The Moon and The Sun #1 - Rain
1
1991
Selamat datang lagi
musim dingin.
Selamat bertemu
lagi denganku yang harus mendekam dalam selimut sebelum semuanya memburuk. Tapi
tidak untuk bulan ini. Sekarang aku sudah bisa pulang ke rumah setelah selalu
dirawat di rumah sakit. Aku bisa berjalan-jalan walau harus ditemani. Aku bisa
bertemu dengan tetanggaku lagi, orang yang paling kusukai, Gates.
Gates adalah anak
yang riang dan terlalu bersemangat, berkebalikan denganku yang suka
sakit-sakitan dan tidak boleh keluar rumah saat musim dingin datang atau saat
cuaca terlalu panas di luar. Aku selalu berdoa untuk bisa bertemu dengan musim
semi selanjutnya, berbeda dengan Gates yang bisa keluar dikondisi cuaca apapun.
Aku selalu
membandingkan kondisiku dengannya yang jelas-jelas sangat berbeda. Dia sangat
sehat sedangkan aku tidak. Tapi dia adalah seorang anak baik yang sangat tampan
dan menarik walau orang tuanya berkata kalau dia nakal.
Hanya saja hari ini
cuaca makin memburuk dan aku merasa lemas untuk duduk di depan jendela hanya
demi melihat Gates keluar rumah, melompat, berlari bersama Victor dan Joe, atau
bermain perang salju. Satu hari tidak melihatnya benar-benar membuatku menghela
napas.

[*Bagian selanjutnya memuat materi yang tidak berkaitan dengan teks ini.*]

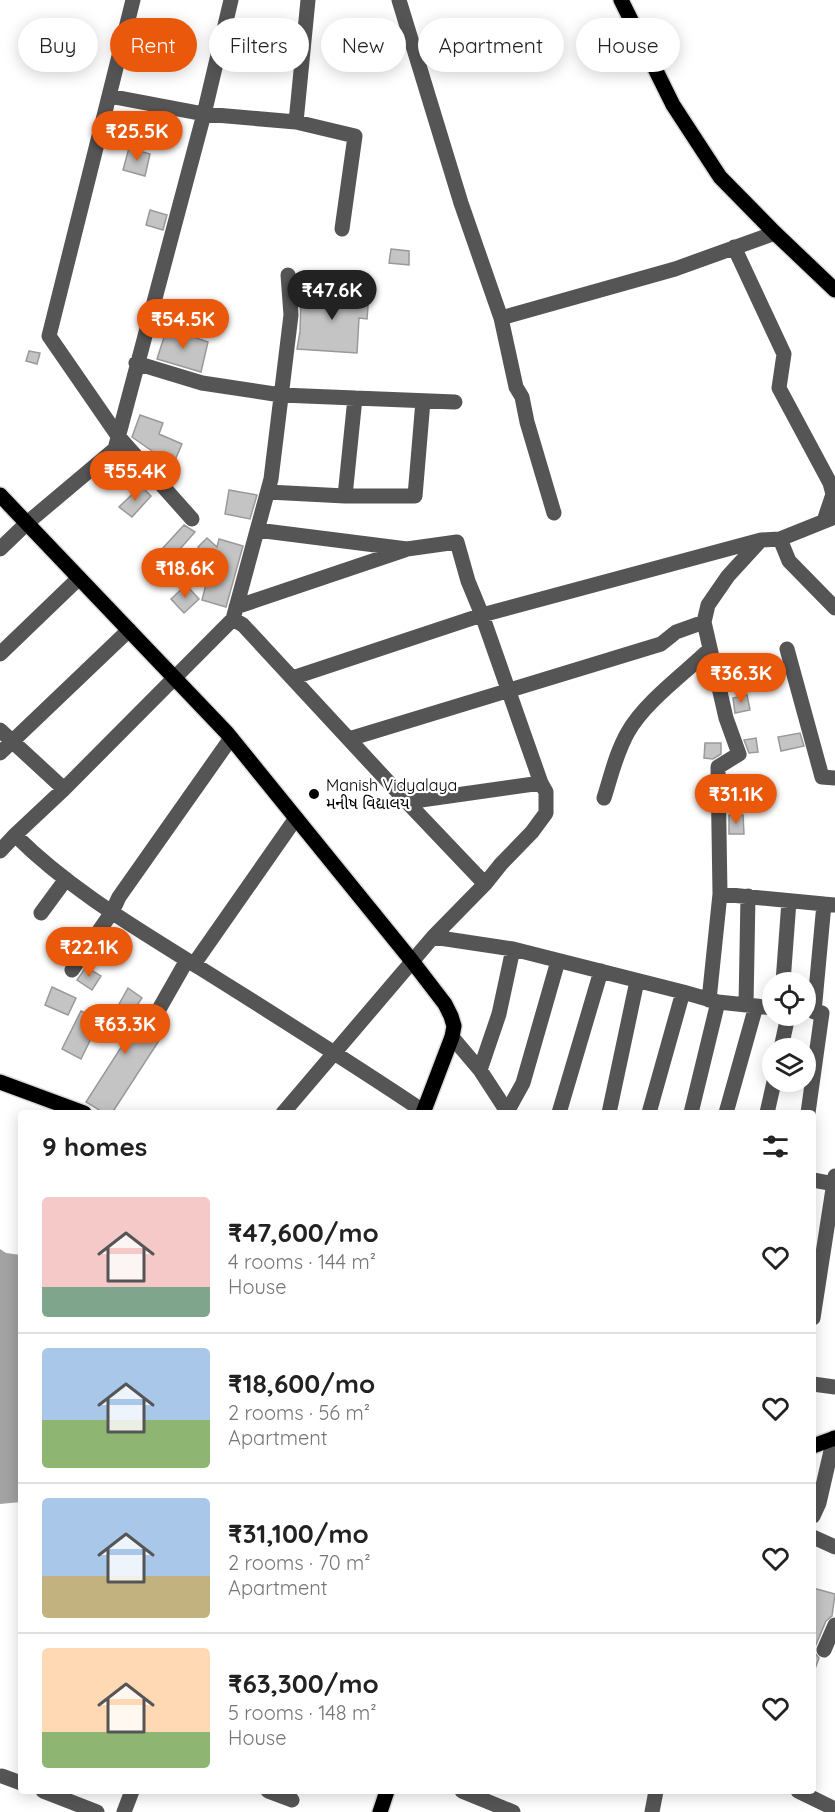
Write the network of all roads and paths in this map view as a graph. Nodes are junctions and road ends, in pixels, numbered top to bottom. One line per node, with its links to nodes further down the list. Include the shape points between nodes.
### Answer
1 (133, 0): 6 (street)
2 (231, 0): 7 (street)
3 (308, 0): 8 (street)
4 (399, 0): 14 (street)
5 (621, 0): 10 (main road, via 673,105 720,177)
6 (109, 96): 7 (street); 20 (street, via 49,336)
7 (204, 114): 8 (street); 15 (street)
8 (296, 122): 9 (street, via 355,136)
9 (342, 229)
10 (775, 233): 11 (street); 13 (main road)
11 (734, 247): 14 (street, via 675,269); 26 (street, via 784,354 779,388 830,483 833,494)
12 (288, 275): 16 (street, via 291,315)
13 (835, 290)
14 (501, 318): 24 (street, via 516,387)
15 (136, 363): 16 (street, via 202,383); 20 (street)
16 (281, 395): 17 (street); 21 (street)
17 (355, 398): 18 (street); 23 (street)
18 (423, 401): 19 (street); 23 (street, via 415,496)
19 (454, 402)
20 (118, 436): 25 (street); 27 (street, via 115,449)
21 (268, 492): 23 (street); 28 (street)
22 (0, 495): 27 (main road)
23 (345, 496)
24 (554, 513)
25 (192, 519)
26 (829, 519): 29 (street)
27 (27, 523): 31 (street); 33 (main road)
28 (257, 530): 32 (street); 35 (street)
29 (780, 539): 30 (street); 34 (street, via 789,561)
30 (761, 540): 36 (street); 37 (street, via 728,576 708,605)
31 (0, 549)
32 (407, 549): 35 (street); 36 (street, via 456,542)
33 (79, 578): 38 (main road); 41 (street)
34 (835, 608)
35 (235, 613): 42 (street); 43 (street)
36 (482, 615): 43 (street); 44 (street)
37 (704, 622): 39 (street); 44 (street, via 676,632 661,644)
38 (129, 630): 42 (main road); 48 (street)
39 (710, 649): 53 (street, via 655,699 628,731); 60 (street, via 739,754 718,766)
40 (787, 650): 50 (street, via 822,777)
41 (0, 654)
42 (174, 677): 46 (main road); 52 (street)
43 (292, 678): 47 (street)
44 (509, 691): 47 (street); 51 (street)
45 (0, 730): 48 (street)
46 (231, 738): 55 (main road); 64 (street)
47 (349, 739): 54 (street)
48 (12, 742): 49 (street); 52 (street)
49 (0, 753)
50 (835, 778)
51 (541, 783): 54 (street); 59 (street, via 546,792 546,813)
52 (64, 789): 56 (street)
53 (604, 798)
54 (407, 802): 59 (street)
55 (296, 818): 68 (main road); 70 (street)
56 (15, 835): 57 (street); 58 (street)
57 (0, 852)
58 (66, 879): 64 (street); 65 (street)
59 (485, 884): 66 (street)
60 (720, 894): 61 (street); 76 (street)
61 (748, 896): 62 (street); 77 (street)
62 (789, 901): 63 (street); 73 (street)
63 (829, 905): 79 (street)
64 (112, 912): 70 (street); 71 (street)
65 (40, 913)
66 (433, 936): 67 (street); 68 (street)
67 (513, 949): 69 (street); 83 (street, via 499,1014)
68 (412, 961): 81 (main road, via 451,1016); 82 (street)
69 (558, 961): 72 (street); 91 (street, via 523,1083)
70 (191, 962): 80 (street); 82 (street)
71 (72, 970)
72 (600, 971): 74 (street); 92 (street)
73 (784, 972)
74 (637, 981): 75 (street); 93 (street)
75 (683, 992): 76 (street); 94 (street)
76 (714, 1001): 77 (street); 95 (street)
77 (751, 1006): 78 (street); 96 (street)
78 (762, 1007)
79 (819, 1013): 98 (street)
80 (154, 1018)
81 (452, 1037): 83 (street); 89 (main road)
82 (334, 1052): 87 (street); 88 (street)
83 (480, 1070): 90 (street)
84 (0, 1082): 86 (main road)
85 (772, 1092): 97 (street)
86 (76, 1110)
87 (286, 1110)
88 (420, 1110)
89 (424, 1110)
90 (506, 1110)
91 (510, 1110)
92 (560, 1110)
93 (610, 1110)
94 (650, 1110)
95 (692, 1110)
96 (727, 1110)
97 (768, 1110)
98 (808, 1110)
99 (816, 1180): 100 (street)
100 (835, 1181): 101 (street)
101 (816, 1299)
102 (816, 1385): 103 (street)
103 (835, 1388)
104 (835, 1438): 105 (main road); 106 (street)
105 (816, 1445)
106 (816, 1510)
107 (816, 1538): 108 (street)
108 (835, 1546)
109 (835, 1625): 110 (street)
110 (824, 1650)
111 (2, 1776): 112 (street)
112 (18, 1782)
113 (51, 1794): 122 (street)
114 (131, 1794): 123 (street)
115 (275, 1794): 120 (street)
116 (386, 1794): 124 (main road)
117 (469, 1794): 125 (street)
118 (655, 1794): 126 (street)
119 (804, 1794): 121 (street)
120 (291, 1801)
121 (835, 1809)
122 (97, 1812)
123 (124, 1812)
124 (380, 1812)
125 (513, 1812)
126 (652, 1812)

Sambil menyimpan kekecewaanku sendiri, untuk kesekian kalinya aku harus
kembali naik ke atas tempat tidur dan bersiap untuk tidur.
“Hei! Heiiii!!”
bisiknya keras dari balik jendela kamarku.
Aku yang baru saja ingin
naik ke tempat tidur langsung terkejut mendengar suara itu. Ia masih terus
memanggilku dan akhirnya aku mendorong jendelaku ke atas agar terbuka. Udara
dingin langsung menyerbu masuk ke kamarku.
“Gates?” panggilku
terkejut saat melihatnya tersenyum senang.
“Bagaimana
keadaanmu?” tanyanya.
“Masih sedikit
pilek… Kenapa kau ke sini? Seharusnya kau sudah tidur.”
“Tapi aku tidak
tidur.”
“Tapi seharusnya
sudah.”
“Bagaimana
denganmu?”
“Aku baru mau
tidur.”
Gates mengangguk
seakan-akan paham dengan sesuatu. “Kau tidak keluar selama musim dingin ya?”
“Aku tidak bisa…”
jawabku lemah karena tidak suka dengan kenyataan itu. “Tapi aku bisa keluar
saat musim semi.” Sambungku buru-buru.
“Kau tahu, besok
aku ulang tahun.” Katanya.
“Oh ya? Besok?”
“ka nada pesta di
rumahku. Kau mau datang?” ia menyerahkan kartu undangannya padaku.
Aku membacanya.
“Besok kau akan berusia delapan tahun?” tanyaku.
“Yah… Sebenarnya
aku tidak suka ada pesta begitu. Tapi nenek memaksa untuk mengadakan pesta.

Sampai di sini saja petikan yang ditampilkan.